The Snakemake workshop lasts for five days, where the first and the last days are optional. The first day is to help you install the necessary software and teaching you enough Python, R and shell to understand the rest of the course. The last day will be used to help you translate your own bioinformatics workflows into Snakemake, write a new one from scratch, get help from the instructors to understand concepts that are still blurry or anything else you
want.
 
*On all days, more than half of the time is dedicated to letting you solve exercises. The exercises are especially made for helping you consolidate the material taught. There will be many course organizers available at all times to help you solve the problems and understand the material taught. The external lecturers will be there all the time from Tuesday to Friday.*
 
Day one – Preparations (optional)
Monday will be used to help people set up their laptops and install the necessary software. We will then teach the basic Python, R and shell needed to understand the rest of the course. 
 
If you are able to follow our written instructions for
  1. installing Conda and Snakemake and getting it running, and
  2. know enough basic Python, R and shell to answer our skill check test correctly
you might want to skip this day.
 
Day two – Introduction
On Tuesday we will introduce Snakemake and teach you how to 
  • write basic pipelines in Snakemake
  • reason at a high level about how Snakemake works
  • follow good practices for doing data analysis
 
Day three – Advanced pipelines
  • walk through large real life bioinformatics pipeline (variant calling)
  • writing more advanced Snakemake pipelines: layout, modularity
 
Day four – Testing and debugging
  • testing Snakemake pipelines
  • common errors in pipelines and how to debug them
 
Day five – Do-it-yourself (optional)
On Friday, you will get help to start translating your existing workflows into Snakemake or in writing a new Snakemake pipeline from scratch.
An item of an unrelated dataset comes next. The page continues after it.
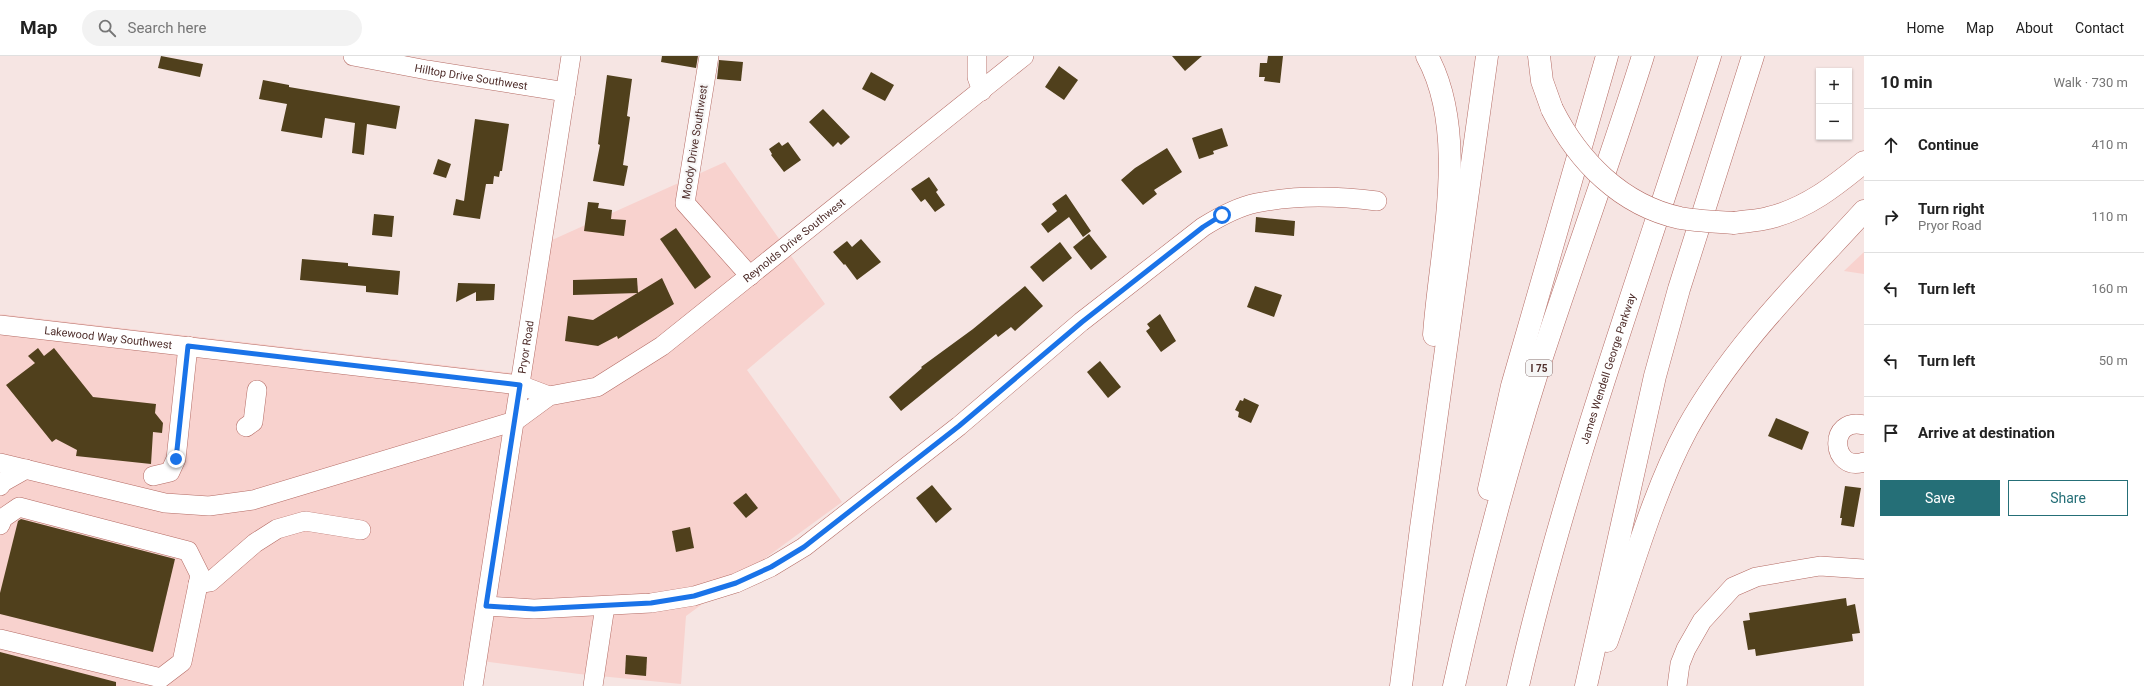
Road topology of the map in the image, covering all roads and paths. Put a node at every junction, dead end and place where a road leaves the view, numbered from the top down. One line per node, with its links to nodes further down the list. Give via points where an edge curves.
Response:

Participants on this optional part of the workshop should bring their own data and at least a rough idea of the types of analyses intended for their data. The course organizers will be available throughout the day to help you get started, solve issues that may arise, and answer any questions you might have about Snakemake, such as “how can I deploy Snakemake in the cloud?” or “how do the Snakemake
internals work?”
 

External lecturers

Johannes Koester
Johannes Koester is the author of Snakemake. He got his PhD from the University of Dortmund and then went on to do a post. doc. at Harvard. He is now finishing up a research position at CWI Amsterdam and will soon start a research group in Essen, Germany. 
 
Chris Tomkins-Tinch
Chris is a software engineer at the Broad Institute of MIT and Harvard and a core contributor to Snakemake. 
 
Arnar Flatberg
Arnar is an engineer at the Genomics Core Facility at NTNU.
 

Local lecturers

Antonin and Endre work with complex bioinformatics analyses at NTNU and use Snakemake to make their lives easier.